> [Exercise]:
What is needed is a copy of each line in the listing that contains "roads".

> [Exercise material]:
══════

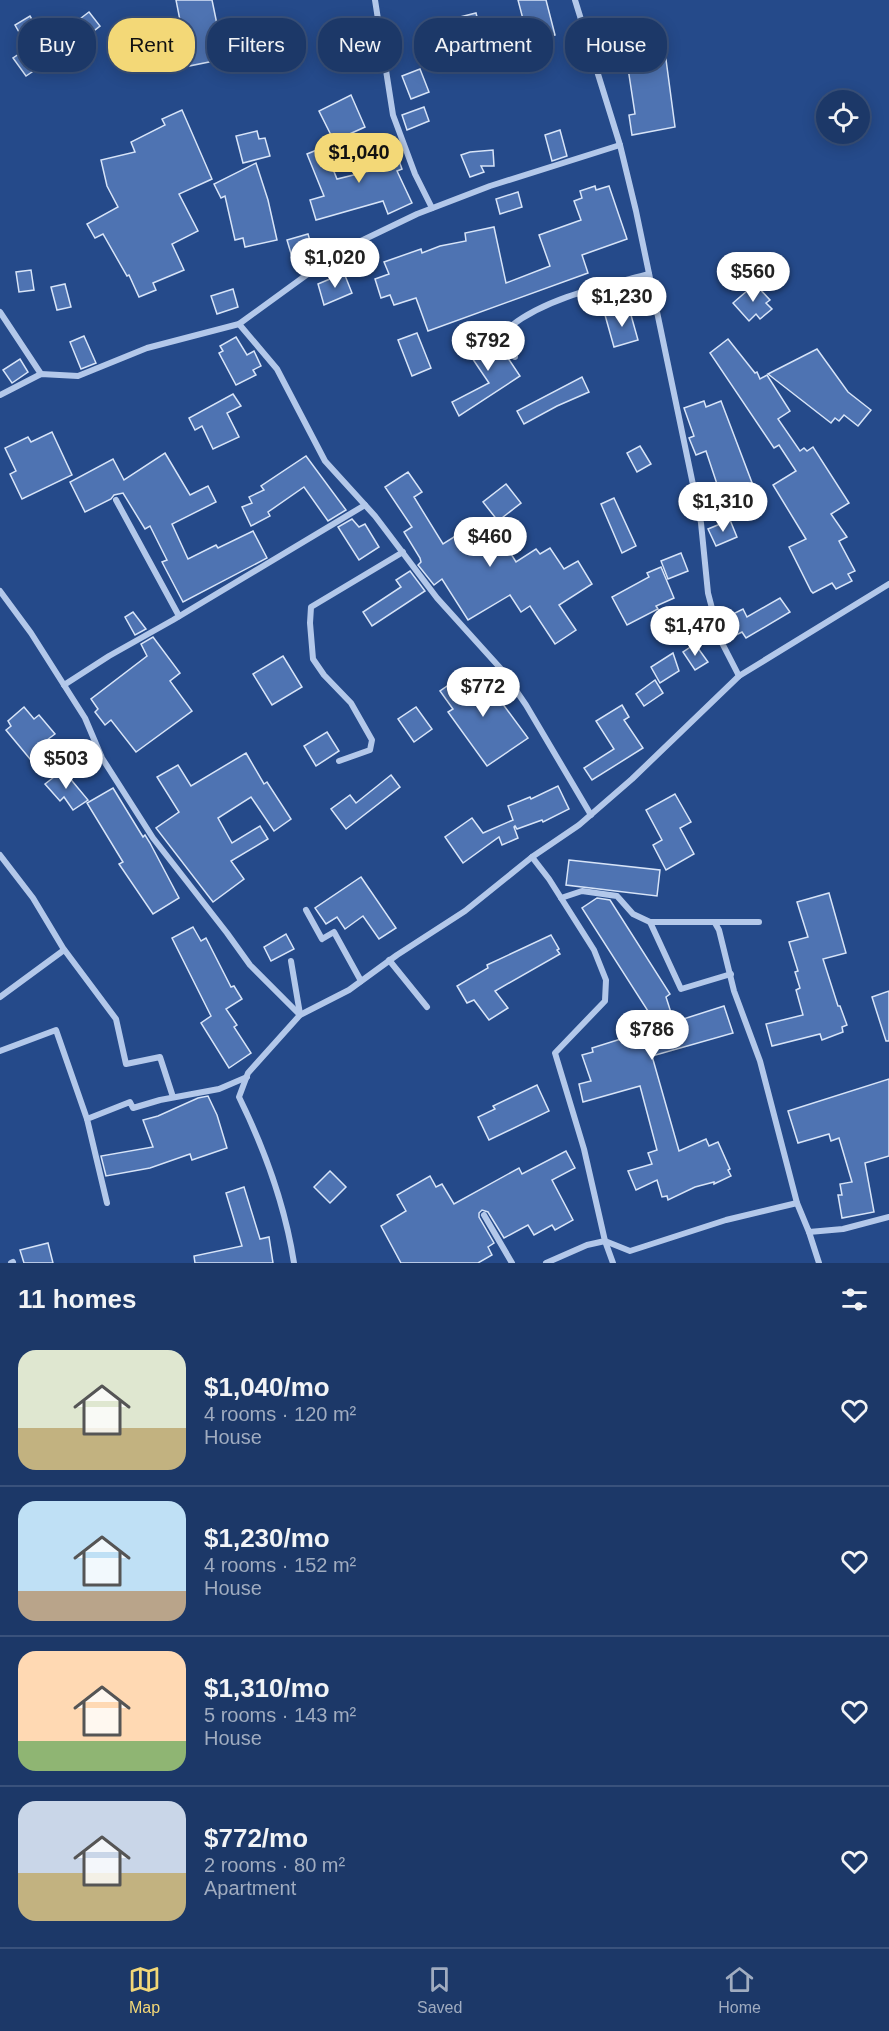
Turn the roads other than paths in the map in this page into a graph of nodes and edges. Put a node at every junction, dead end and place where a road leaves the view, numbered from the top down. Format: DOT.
graph roads {
  1 [pos="375,0"];
  2 [pos="575,0"];
  3 [pos="620,145"];
  4 [pos="432,208"];
  5 [pos="650,274"];
  6 [pos="0,312"];
  7 [pos="239,324"];
  8 [pos="515,357"];
  9 [pos="41,374"];
  10 [pos="0,395"];
  11 [pos="116,500"];
  12 [pos="365,505"];
  13 [pos="403,552"];
  14 [pos="889,584"];
  15 [pos="0,591"];
  16 [pos="179,616"];
  17 [pos="739,676"];
  18 [pos="64,685"];
  19 [pos="339,761"];
  20 [pos="591,814"];
  21 [pos="0,855"];
  22 [pos="532,857"];
  23 [pos="561,898"];
  24 [pos="306,910"];
  25 [pos="650,922"];
  26 [pos="759,922"];
  27 [pos="715,923"];
  28 [pos="64,950"];
  29 [pos="389,960"];
  30 [pos="291,961"];
  31 [pos="731,974"];
  32 [pos="361,981"];
  33 [pos="0,997"];
  34 [pos="427,1007"];
  35 [pos="300,1015"];
  36 [pos="0,1051"];
  37 [pos="247,1077"];
  38 [pos="173,1097"];
  39 [pos="87,1119"];
  40 [pos="107,1203"];
  41 [pos="797,1203"];
  42 [pos="484,1215"];
  43 [pos="889,1217"];
  44 [pos="809,1232"];
  45 [pos="605,1241"];
  46 [pos="294,1263"];
  47 [pos="512,1263"];
  48 [pos="546,1263"];
  49 [pos="613,1263"];
  50 [pos="819,1263"];
  1 -- 4 [label="street"];
  2 -- 3 [label="street"];
  3 -- 4 [label="street"];
  3 -- 5 [label="street"];
  4 -- 7 [label="street"];
  5 -- 8 [label="street"];
  5 -- 17 [label="street"];
  6 -- 9 [label="street"];
  7 -- 9 [label="street"];
  7 -- 12 [label="street"];
  9 -- 10 [label="street"];
  11 -- 16 [label="street"];
  12 -- 13 [label="street"];
  12 -- 16 [label="street"];
  13 -- 19 [label="street"];
  13 -- 20 [label="street"];
  14 -- 17 [label="street"];
  15 -- 18 [label="street"];
  16 -- 18 [label="street"];
  17 -- 20 [label="street"];
  18 -- 35 [label="street"];
  20 -- 22 [label="street"];
  21 -- 28 [label="street"];
  22 -- 23 [label="street"];
  22 -- 29 [label="street"];
  23 -- 25 [label="street"];
  23 -- 45 [label="street"];
  24 -- 32 [label="street"];
  25 -- 27 [label="street"];
  25 -- 31 [label="street"];
  26 -- 27 [label="street"];
  27 -- 31 [label="street"];
  28 -- 33 [label="street"];
  28 -- 38 [label="street"];
  29 -- 32 [label="street"];
  29 -- 34 [label="street"];
  30 -- 35 [label="street"];
  31 -- 41 [label="street"];
  32 -- 35 [label="street"];
  35 -- 37 [label="street"];
  36 -- 39 [label="street"];
  37 -- 38 [label="street"];
  37 -- 46 [label="street"];
  38 -- 39 [label="street"];
  39 -- 40 [label="street"];
  41 -- 44 [label="street"];
  41 -- 45 [label="street"];
  42 -- 47 [label="street"];
  43 -- 44 [label="street"];
  44 -- 50 [label="street"];
  45 -- 48 [label="street"];
  45 -- 49 [label="street"];
}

══════

> [Solution for this task]:
Turn the roads other than paths in the map in this page into a graph of nodes and edges. Put a node at every junction, dead end and place where a road leaves the view, numbered from the top down. Format: DOT.
graph roads {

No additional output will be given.